On World Mental Health Day 2018, Prime Minister Theresa May appointed Jackie Doyle-Price as the UK’s first suicide prevention minister. This occurred while as the government hosted the first ever global mental health summit.

World Mental Health Day Themes

  • 1994 – Improving the Quality of Mental Health Services throughout the World.
  • 1996 – Women and Mental Health.
  • 1997 – Children and Mental Health.
  • 1998 – Mental Health and Human Rights.
  • 1999 – Mental Health and Aging.
  • 2000-2001 – Mental Health and Work.
  • 2002 – The Effects of Trauma and Violence on Children & Adolescents.
  • 2003 – Emotional and Behavioural Disorders of Children & Adolescents.
  • 2004 – The Relationship Between Physical & Mental Health: co-occurring disorders.
  • 2005 – Mental and Physical Health Across the Life Span.
  • 2006 – Building Awareness – Reducing Risk: Mental Illness & Suicide.
  • 2007 – Mental Health in A Changing World: The Impact of Culture and Diversity.
  • 2008 – Making Mental Health a Global Priority: Scaling up Services through Citizen Advocacy and Action.
  • 2009 – Mental Health in Primary Care: Enhancing Treatment and Promoting Mental Health.

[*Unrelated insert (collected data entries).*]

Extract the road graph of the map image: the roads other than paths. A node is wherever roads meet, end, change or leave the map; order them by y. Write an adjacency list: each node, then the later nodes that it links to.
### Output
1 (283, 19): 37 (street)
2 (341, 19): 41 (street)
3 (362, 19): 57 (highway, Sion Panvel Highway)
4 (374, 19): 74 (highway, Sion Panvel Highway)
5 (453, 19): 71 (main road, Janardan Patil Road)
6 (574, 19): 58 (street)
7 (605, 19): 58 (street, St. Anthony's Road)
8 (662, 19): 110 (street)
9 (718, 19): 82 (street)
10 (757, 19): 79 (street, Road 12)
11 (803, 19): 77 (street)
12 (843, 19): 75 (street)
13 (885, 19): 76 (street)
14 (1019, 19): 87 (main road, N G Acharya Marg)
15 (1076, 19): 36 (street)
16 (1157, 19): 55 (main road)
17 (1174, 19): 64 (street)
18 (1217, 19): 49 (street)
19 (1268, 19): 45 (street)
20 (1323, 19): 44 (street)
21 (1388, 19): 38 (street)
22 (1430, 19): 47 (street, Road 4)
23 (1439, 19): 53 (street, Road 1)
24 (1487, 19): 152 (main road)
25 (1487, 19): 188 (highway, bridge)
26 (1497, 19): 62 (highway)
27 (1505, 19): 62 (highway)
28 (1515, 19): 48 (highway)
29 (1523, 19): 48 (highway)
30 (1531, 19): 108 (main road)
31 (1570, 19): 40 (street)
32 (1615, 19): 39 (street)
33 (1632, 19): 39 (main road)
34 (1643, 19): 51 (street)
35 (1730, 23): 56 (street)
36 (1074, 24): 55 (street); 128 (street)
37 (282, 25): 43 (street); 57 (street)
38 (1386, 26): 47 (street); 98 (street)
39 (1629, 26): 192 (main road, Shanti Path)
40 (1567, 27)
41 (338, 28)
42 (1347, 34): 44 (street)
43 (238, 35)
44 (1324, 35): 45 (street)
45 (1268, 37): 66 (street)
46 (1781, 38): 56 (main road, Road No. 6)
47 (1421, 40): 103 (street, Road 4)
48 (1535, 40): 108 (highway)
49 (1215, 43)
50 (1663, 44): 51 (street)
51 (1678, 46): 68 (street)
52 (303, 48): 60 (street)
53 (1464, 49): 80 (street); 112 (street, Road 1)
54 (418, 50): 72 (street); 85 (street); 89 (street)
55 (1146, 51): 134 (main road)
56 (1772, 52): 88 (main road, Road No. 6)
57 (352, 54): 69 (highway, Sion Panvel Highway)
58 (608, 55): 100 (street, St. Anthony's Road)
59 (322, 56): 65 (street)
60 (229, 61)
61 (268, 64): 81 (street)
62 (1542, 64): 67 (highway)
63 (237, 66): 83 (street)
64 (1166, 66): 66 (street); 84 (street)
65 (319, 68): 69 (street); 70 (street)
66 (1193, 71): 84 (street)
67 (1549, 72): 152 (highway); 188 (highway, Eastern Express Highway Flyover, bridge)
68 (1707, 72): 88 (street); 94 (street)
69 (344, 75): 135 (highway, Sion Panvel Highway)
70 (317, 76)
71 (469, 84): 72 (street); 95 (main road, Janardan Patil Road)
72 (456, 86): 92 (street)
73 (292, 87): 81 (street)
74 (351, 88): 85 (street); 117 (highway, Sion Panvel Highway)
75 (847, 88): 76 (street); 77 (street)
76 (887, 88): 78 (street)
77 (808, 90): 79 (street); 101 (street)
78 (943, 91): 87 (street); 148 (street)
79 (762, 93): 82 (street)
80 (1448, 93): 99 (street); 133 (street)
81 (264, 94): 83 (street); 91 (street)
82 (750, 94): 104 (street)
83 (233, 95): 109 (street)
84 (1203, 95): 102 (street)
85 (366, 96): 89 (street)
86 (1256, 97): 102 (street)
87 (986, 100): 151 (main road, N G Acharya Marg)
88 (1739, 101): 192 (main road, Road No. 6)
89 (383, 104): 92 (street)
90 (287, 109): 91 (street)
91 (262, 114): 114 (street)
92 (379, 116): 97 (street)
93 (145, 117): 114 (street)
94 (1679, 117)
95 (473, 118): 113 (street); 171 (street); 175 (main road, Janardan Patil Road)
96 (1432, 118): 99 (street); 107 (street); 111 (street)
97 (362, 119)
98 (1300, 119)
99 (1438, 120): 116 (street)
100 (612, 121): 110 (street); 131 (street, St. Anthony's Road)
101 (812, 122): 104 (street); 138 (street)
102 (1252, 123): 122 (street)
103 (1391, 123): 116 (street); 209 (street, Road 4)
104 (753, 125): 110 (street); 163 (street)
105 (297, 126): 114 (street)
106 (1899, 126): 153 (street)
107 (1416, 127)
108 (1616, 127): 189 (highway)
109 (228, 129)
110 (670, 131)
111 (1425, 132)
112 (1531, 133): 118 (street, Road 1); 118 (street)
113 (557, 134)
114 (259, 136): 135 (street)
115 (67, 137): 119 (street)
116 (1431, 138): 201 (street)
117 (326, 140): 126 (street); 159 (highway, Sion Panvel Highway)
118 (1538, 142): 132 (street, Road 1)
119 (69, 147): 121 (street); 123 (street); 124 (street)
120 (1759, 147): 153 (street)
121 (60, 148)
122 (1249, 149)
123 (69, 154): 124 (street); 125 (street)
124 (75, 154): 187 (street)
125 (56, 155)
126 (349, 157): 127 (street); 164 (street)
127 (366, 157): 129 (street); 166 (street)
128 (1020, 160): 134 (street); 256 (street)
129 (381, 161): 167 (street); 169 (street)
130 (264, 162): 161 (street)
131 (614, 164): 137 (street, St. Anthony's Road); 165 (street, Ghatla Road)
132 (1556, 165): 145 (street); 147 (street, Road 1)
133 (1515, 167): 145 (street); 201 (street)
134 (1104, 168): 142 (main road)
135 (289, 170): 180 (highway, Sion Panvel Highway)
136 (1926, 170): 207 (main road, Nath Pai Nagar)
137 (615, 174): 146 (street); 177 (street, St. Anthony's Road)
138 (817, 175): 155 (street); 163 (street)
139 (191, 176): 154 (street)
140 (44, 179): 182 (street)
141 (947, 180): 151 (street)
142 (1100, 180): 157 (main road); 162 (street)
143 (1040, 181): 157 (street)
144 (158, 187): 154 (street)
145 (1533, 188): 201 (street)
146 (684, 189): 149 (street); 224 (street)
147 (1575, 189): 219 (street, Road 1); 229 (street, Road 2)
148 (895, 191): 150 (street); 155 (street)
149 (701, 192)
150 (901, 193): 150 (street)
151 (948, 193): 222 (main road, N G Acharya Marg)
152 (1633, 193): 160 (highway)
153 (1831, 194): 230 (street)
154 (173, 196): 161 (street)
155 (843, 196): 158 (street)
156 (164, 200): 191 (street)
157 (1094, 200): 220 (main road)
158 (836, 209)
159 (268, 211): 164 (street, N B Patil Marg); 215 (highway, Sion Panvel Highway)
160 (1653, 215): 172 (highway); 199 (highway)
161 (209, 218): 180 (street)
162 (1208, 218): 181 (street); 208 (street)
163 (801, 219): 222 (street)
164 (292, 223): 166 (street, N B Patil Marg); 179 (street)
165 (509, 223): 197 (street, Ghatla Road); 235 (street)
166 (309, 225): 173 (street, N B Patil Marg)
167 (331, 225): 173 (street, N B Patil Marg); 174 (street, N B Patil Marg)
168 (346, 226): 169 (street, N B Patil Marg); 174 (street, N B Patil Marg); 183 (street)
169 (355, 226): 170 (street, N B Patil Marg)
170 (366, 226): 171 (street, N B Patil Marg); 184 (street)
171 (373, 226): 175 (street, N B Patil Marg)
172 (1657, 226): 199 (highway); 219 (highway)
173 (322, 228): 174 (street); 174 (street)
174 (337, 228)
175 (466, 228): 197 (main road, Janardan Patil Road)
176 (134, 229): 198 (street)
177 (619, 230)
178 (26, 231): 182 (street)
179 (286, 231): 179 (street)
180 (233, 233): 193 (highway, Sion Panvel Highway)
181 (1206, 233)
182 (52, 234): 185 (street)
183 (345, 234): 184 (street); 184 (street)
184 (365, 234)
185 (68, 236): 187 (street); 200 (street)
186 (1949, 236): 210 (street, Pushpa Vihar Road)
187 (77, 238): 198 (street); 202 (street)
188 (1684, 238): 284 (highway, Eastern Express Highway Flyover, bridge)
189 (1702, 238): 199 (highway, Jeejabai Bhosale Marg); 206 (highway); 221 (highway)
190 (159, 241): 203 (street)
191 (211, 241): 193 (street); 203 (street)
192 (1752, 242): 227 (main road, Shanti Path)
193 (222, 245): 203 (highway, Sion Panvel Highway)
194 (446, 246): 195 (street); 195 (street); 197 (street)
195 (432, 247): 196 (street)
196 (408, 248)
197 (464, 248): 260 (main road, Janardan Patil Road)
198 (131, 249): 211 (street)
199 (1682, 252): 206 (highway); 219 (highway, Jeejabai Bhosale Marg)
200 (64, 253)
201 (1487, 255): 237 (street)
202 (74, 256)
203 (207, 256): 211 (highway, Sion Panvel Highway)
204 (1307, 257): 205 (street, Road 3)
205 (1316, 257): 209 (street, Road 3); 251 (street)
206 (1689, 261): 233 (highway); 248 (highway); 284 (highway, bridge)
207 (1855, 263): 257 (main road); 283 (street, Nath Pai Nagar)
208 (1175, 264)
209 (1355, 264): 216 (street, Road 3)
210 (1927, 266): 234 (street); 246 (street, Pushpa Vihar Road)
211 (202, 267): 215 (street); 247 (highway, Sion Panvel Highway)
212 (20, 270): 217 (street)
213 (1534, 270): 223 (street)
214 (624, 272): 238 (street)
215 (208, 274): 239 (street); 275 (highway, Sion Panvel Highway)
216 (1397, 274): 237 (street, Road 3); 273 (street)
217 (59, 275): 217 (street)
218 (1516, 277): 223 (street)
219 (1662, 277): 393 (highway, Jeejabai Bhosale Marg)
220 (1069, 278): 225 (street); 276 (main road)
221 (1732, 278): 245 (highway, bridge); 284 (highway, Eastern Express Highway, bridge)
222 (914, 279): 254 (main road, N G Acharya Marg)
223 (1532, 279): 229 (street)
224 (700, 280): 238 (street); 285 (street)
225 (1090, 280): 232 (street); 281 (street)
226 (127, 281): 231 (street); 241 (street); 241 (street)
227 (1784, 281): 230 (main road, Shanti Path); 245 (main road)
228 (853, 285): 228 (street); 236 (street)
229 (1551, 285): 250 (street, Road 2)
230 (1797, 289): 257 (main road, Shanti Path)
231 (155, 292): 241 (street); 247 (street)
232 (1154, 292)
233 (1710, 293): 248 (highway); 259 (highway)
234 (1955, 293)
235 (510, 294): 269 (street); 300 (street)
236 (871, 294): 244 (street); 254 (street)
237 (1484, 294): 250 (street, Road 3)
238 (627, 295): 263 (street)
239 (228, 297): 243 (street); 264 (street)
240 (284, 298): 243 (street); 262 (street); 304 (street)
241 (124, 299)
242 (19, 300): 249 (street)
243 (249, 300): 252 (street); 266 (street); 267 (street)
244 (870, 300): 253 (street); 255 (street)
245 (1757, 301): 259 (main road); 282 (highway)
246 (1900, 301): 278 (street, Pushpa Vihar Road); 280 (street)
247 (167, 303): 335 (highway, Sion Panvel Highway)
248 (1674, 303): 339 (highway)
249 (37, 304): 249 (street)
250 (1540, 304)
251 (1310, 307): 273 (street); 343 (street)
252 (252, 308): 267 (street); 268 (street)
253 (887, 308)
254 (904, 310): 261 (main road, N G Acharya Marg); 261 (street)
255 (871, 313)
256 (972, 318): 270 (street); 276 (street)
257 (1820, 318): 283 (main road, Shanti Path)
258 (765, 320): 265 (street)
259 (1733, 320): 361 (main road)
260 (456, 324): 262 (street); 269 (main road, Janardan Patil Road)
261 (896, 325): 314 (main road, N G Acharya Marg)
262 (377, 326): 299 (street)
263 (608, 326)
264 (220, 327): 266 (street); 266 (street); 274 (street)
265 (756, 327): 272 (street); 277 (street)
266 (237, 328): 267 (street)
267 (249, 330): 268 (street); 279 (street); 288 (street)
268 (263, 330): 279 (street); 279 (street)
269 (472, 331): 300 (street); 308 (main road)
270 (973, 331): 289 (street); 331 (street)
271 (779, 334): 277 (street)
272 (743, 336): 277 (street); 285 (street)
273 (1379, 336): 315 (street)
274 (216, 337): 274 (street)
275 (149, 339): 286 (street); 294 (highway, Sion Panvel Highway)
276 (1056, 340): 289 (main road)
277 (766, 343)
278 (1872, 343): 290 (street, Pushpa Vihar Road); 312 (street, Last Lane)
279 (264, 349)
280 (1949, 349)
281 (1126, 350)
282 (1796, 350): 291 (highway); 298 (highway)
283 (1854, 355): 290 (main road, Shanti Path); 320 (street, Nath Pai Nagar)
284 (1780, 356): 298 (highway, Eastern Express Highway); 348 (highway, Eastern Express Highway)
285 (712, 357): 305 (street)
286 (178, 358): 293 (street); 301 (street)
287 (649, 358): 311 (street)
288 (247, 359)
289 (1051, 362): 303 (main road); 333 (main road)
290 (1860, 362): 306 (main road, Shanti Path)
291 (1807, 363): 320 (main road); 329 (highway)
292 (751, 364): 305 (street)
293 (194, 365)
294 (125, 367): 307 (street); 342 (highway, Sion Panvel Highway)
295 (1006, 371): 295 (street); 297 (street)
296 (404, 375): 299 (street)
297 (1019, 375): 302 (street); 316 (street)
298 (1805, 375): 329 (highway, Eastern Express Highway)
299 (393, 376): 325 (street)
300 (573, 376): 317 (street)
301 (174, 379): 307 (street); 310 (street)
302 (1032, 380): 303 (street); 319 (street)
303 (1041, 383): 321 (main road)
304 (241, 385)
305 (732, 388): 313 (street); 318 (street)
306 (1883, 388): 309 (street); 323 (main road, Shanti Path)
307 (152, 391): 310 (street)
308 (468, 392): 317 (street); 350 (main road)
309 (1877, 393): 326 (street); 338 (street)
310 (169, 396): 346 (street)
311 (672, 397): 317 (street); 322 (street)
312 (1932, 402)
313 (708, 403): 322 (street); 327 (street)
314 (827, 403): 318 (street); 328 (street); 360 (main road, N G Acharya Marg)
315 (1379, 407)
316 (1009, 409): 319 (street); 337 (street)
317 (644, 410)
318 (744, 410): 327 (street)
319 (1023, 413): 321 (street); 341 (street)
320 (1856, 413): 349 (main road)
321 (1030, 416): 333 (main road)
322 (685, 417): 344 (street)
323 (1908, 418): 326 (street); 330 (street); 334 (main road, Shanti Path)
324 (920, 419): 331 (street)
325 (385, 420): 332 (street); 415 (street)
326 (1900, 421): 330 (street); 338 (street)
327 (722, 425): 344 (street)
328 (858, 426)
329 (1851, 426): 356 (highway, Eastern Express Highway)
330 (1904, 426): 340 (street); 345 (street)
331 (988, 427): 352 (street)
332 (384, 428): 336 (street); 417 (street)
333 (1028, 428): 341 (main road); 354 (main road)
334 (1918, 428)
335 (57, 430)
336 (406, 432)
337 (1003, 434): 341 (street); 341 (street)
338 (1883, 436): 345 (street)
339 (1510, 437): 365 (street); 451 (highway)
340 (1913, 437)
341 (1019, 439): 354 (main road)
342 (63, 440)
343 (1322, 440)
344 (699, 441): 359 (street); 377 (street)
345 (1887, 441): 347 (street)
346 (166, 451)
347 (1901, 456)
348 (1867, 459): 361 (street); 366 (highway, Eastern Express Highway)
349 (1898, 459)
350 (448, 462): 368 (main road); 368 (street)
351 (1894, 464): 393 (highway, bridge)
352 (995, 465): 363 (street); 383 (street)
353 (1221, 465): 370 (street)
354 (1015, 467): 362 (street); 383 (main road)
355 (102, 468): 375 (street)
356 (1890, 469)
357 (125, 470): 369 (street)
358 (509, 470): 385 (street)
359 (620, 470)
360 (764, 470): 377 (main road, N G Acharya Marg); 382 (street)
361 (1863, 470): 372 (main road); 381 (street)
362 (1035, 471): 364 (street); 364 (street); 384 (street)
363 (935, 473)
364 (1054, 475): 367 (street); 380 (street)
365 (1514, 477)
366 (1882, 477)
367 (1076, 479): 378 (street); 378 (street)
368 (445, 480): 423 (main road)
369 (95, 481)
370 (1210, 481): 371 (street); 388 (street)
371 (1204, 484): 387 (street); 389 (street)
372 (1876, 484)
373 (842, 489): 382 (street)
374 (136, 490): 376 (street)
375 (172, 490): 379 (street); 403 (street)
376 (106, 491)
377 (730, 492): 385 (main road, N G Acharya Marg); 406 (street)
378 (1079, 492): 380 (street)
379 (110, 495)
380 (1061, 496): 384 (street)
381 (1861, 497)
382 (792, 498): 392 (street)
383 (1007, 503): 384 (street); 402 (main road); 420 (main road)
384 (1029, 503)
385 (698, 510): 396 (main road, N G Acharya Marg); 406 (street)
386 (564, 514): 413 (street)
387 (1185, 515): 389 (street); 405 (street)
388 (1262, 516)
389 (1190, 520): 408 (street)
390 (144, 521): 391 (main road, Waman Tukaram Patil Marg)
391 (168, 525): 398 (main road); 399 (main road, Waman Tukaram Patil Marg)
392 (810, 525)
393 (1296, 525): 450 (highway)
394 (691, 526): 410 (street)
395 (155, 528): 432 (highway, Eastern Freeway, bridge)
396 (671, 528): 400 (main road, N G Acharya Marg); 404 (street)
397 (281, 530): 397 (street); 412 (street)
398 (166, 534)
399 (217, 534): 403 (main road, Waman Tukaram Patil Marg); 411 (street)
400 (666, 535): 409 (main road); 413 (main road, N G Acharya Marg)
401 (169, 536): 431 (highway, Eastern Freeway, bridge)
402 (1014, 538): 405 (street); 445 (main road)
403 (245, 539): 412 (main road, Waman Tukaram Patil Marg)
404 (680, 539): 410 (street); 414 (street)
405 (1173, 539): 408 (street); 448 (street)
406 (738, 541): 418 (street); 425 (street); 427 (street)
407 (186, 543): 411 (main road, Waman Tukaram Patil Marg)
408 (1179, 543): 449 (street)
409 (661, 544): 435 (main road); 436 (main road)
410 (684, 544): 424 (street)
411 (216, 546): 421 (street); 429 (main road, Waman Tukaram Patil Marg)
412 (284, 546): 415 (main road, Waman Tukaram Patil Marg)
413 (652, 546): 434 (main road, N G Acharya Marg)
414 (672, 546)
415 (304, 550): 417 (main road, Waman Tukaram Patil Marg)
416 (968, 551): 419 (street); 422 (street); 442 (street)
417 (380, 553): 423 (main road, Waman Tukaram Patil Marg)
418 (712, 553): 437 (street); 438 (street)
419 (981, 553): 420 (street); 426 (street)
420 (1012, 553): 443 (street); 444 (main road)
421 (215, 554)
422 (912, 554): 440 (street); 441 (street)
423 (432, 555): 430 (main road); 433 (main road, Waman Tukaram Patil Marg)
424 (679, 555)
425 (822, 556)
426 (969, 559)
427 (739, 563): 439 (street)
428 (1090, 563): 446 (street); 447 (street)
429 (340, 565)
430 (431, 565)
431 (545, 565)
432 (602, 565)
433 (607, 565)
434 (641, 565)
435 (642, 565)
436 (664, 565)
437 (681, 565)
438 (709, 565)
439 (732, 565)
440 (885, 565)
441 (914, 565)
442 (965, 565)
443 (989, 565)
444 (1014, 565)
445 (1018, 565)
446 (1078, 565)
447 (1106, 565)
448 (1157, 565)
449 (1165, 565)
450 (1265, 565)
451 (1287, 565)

  • 2010 – Mental Health and Chronic Physical Illnesses.
  • 2011 – The Great Push: Investing in Mental Health.
  • 2012 – Depression: A Global Crisis.
  • 2013 – Mental health and older adults.
  • 2014 – Living with Schizophrenia.
  • 2015 – Dignity in Mental Health.
  • 2016 – Psychological First Aid.
  • 2017 – Mental health in the workplace.
  • 2018 – Young people and mental health in a changing world.
  • 2019 – Mental Health Promotion and Suicide Prevention.
  • 2020 – Move for mental health: Increased investment in mental health.
  • 2021 – Mental Health in an Unequal World.